What began as a simple idea to entertain children in front of my house has blossomed into a secondary career. It’s a story made for sharing.
Many other men that I know who portray Santa have told me they felt that the red suit “called to them”. The best Santas I know all share the story of picking up that red jacket with white trim for the first time, and somehow at the end of the night, they “knew” they were meant to be Santa. I agree with this completely, because it happened to me. I didn’t have amazing childhood memories of Santa and I never really gave being a Santa a second thought…until the suit called to me.
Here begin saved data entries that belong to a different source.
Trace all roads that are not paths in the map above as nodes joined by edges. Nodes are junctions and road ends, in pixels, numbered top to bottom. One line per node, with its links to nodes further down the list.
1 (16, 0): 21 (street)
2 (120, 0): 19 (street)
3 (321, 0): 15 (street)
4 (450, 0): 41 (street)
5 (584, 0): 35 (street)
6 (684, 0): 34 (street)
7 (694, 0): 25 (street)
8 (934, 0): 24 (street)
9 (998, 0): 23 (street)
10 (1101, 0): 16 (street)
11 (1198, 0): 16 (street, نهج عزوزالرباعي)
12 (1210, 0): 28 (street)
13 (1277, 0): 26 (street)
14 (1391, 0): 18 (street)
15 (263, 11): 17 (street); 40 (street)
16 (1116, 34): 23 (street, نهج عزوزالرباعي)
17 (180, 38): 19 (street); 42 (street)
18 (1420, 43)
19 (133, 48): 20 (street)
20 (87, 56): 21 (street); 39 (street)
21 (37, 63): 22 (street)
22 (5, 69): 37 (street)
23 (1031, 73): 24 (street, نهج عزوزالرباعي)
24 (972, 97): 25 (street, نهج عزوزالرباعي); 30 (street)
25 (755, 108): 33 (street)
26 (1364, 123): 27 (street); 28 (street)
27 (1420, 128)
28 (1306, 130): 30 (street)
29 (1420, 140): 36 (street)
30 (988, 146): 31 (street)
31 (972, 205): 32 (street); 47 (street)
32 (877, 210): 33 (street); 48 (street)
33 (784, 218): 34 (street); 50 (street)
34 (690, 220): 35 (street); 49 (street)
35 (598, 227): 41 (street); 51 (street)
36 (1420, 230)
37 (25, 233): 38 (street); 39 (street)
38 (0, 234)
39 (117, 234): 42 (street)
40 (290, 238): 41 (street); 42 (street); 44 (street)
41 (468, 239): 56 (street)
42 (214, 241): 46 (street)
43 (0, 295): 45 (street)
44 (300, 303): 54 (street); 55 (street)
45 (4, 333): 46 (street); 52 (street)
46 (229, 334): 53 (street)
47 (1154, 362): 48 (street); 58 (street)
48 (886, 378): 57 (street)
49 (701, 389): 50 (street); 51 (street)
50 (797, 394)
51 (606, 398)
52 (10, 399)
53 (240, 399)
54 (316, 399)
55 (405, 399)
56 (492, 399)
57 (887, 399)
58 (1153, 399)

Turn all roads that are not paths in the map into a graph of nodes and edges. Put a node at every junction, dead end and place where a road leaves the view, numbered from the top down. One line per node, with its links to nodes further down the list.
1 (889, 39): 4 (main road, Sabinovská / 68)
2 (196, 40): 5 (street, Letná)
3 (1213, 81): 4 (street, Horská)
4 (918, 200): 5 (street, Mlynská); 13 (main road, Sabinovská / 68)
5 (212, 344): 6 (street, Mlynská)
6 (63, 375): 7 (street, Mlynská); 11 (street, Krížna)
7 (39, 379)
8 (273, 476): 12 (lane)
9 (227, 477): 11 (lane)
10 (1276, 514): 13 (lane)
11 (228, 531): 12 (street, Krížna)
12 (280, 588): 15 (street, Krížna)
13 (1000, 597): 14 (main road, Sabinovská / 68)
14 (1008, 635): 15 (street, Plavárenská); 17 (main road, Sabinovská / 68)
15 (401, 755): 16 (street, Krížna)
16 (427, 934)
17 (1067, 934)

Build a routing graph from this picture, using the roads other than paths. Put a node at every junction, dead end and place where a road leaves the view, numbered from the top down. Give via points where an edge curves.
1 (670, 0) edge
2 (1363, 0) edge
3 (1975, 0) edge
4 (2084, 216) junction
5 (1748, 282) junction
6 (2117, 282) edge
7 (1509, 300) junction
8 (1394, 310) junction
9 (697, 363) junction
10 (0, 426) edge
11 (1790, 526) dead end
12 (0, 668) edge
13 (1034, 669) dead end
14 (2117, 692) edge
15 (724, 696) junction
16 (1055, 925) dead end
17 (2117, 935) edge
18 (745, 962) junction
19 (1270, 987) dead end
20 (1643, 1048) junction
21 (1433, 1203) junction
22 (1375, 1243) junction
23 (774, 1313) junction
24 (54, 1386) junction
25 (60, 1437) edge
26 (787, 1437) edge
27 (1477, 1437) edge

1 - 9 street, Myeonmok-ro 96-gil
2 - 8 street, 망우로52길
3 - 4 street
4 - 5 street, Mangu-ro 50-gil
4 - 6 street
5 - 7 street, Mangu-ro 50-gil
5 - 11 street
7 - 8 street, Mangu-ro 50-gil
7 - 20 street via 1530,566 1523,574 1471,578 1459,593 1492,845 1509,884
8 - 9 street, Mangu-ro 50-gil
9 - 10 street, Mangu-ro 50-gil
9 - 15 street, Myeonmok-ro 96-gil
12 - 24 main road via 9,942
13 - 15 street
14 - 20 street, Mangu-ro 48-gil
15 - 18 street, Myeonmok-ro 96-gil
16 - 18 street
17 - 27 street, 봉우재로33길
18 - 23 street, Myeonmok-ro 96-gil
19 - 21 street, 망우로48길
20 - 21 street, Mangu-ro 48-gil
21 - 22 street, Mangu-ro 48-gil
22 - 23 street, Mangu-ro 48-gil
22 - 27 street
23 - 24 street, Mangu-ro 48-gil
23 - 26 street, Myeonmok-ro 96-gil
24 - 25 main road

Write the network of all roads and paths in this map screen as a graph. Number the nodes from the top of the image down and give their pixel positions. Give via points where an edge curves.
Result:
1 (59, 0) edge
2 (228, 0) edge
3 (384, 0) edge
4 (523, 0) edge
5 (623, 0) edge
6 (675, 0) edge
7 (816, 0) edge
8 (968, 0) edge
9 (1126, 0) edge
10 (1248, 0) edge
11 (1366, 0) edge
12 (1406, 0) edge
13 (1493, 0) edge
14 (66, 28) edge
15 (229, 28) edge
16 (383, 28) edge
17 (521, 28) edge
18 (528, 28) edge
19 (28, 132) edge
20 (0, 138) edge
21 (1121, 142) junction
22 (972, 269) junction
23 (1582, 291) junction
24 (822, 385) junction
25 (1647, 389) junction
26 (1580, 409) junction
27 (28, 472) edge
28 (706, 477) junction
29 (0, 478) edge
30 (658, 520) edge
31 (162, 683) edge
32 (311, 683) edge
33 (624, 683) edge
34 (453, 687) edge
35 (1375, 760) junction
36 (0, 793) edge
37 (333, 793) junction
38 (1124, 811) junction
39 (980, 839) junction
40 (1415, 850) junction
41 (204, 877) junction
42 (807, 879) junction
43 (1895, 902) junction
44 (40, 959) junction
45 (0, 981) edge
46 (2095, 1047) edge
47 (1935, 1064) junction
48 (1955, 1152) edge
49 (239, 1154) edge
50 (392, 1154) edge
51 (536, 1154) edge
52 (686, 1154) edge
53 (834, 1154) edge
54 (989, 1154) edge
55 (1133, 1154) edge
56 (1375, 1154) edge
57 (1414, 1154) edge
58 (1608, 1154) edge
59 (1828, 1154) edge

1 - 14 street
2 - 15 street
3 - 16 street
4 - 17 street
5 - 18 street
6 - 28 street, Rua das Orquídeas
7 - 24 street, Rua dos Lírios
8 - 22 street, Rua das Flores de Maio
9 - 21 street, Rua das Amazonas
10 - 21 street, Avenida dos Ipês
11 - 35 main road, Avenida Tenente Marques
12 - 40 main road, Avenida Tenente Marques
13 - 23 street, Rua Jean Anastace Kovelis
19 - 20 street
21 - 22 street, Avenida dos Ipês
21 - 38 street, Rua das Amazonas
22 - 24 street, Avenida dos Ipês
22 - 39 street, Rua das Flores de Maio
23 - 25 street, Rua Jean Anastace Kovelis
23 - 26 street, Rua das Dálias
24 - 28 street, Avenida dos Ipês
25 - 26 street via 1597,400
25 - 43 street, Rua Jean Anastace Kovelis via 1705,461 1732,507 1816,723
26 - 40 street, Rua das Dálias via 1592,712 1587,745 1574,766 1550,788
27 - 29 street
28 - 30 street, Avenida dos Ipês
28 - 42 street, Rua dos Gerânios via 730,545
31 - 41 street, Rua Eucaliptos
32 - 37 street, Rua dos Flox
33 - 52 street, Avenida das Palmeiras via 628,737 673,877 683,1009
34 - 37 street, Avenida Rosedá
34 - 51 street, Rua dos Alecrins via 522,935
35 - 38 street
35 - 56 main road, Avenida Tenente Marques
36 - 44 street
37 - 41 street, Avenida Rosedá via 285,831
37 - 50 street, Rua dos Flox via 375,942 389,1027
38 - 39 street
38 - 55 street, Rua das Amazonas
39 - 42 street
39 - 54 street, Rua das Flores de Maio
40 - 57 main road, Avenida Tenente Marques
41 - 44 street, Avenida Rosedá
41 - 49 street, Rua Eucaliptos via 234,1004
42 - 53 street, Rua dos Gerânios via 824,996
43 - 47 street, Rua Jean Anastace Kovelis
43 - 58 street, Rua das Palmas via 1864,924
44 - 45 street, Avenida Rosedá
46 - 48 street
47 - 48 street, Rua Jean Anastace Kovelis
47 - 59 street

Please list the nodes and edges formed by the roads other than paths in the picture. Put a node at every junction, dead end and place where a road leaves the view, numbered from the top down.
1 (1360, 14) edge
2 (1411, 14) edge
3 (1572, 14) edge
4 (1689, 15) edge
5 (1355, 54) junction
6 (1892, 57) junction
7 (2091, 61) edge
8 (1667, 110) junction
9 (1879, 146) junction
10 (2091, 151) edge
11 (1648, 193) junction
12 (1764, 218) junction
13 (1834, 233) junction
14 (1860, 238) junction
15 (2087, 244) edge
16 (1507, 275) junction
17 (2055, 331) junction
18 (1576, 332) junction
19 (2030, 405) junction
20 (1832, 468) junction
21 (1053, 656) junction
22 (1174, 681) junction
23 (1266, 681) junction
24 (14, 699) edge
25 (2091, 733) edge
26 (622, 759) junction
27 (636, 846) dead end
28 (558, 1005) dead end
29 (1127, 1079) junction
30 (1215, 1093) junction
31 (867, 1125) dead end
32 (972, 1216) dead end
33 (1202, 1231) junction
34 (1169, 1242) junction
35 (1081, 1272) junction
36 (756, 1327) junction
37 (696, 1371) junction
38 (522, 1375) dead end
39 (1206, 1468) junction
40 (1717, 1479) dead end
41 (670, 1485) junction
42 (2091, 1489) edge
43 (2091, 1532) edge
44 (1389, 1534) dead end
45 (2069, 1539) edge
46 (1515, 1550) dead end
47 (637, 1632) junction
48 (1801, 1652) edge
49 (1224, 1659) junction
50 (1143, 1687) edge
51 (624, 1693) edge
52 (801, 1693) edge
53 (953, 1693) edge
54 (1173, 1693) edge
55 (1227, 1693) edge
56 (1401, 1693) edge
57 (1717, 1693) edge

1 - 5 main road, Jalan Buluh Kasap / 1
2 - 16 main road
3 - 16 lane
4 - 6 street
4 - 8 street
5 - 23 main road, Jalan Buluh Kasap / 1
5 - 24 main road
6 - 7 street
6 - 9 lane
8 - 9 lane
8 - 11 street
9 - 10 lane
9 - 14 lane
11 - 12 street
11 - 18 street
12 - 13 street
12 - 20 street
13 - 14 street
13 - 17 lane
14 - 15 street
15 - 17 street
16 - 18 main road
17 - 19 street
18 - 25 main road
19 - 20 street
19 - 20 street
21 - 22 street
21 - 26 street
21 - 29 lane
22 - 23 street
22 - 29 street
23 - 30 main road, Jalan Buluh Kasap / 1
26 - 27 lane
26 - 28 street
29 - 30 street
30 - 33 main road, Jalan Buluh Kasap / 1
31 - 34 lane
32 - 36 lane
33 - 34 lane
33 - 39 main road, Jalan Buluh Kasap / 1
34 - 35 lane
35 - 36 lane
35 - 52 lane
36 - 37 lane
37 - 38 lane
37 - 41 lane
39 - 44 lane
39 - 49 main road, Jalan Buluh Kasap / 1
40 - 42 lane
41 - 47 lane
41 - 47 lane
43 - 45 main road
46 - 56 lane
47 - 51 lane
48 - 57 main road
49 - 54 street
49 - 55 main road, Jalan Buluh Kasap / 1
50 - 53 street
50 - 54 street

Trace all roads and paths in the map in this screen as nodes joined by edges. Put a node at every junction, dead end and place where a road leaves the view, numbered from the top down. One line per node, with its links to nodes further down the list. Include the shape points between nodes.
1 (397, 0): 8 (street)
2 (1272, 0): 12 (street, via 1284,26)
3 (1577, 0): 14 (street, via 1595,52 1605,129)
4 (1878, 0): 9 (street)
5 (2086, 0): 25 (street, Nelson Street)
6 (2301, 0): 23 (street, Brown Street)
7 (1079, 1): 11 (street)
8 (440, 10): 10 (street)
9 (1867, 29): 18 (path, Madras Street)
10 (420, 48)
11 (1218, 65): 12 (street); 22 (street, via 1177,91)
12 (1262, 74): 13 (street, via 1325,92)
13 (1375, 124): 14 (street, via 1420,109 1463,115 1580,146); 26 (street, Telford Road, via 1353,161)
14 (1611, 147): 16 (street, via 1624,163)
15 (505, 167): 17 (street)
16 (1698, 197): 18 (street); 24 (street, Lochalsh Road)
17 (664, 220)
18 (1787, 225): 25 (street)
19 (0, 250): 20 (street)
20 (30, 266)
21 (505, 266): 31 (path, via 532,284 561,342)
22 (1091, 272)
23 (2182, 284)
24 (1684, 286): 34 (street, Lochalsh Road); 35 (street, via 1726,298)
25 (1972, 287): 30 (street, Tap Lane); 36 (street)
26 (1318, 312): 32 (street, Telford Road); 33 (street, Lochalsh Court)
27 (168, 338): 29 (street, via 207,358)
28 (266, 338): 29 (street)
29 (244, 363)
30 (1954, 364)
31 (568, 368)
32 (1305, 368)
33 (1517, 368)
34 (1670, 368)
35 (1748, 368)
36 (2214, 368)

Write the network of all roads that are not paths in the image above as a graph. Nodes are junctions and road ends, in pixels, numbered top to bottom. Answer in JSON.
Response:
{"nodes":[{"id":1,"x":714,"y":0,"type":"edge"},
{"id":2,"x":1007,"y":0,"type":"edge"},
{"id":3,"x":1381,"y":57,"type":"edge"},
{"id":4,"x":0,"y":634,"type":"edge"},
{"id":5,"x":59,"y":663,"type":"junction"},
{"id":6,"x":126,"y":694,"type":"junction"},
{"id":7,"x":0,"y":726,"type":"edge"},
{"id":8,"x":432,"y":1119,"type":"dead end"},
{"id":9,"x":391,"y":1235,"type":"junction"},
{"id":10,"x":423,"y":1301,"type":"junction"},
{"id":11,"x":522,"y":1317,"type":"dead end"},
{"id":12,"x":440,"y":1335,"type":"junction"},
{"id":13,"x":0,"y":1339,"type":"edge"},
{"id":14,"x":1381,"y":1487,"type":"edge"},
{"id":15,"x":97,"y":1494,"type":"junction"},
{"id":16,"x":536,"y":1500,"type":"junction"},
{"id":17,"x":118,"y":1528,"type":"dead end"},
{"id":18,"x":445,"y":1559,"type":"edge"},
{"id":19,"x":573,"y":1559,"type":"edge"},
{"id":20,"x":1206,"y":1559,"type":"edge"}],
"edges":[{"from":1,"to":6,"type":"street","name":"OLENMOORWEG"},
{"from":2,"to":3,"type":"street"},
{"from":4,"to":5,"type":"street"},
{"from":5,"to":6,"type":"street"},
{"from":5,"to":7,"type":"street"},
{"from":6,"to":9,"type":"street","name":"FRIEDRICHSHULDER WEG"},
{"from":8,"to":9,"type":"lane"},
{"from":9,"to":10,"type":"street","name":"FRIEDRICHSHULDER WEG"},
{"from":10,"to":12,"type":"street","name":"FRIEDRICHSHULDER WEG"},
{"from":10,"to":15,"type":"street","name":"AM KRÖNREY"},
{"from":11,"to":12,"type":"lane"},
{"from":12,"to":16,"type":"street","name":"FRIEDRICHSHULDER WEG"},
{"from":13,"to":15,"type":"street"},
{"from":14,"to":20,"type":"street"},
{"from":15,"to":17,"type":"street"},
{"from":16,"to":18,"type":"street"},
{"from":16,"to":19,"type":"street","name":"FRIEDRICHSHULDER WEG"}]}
First of all, I never really had a big, dramatic experience with Santa that I can remember in my own childhood. I grew up in a very small town in upstate New York and the only Santa I remember seeing was at an Elks club meeting my father took me to. There, someone dressed in red with a horrible fake beard made of polyester gave me a toy gyroscope and said “ho-ho-ho”. Memories of a lifetime? Not so much. So maybe it started at an office Christmas party.
When not letting my belly jiggle as if filled with jelly, I work at a television station, doing most of the marketing and promoting and creating of commercials. One year, I was asked to put on a cheap Santa suit the station had purchased for a Christmas party for employees and their families. I already had a natural beard, but it was very dark and short…not Santa-like at all…so I pulled the fake one that came with the suit over my head and pulled on the thin, red pants and cheesy-looking hat. Bad costume aside, I had a grand time sitting in the conference room in a kitchen chair with several children staring wide-eyed at this Man in Red. I truly enjoyed listening to the eagerness in their voices as they whispered their secret wishes in Santa’s ear.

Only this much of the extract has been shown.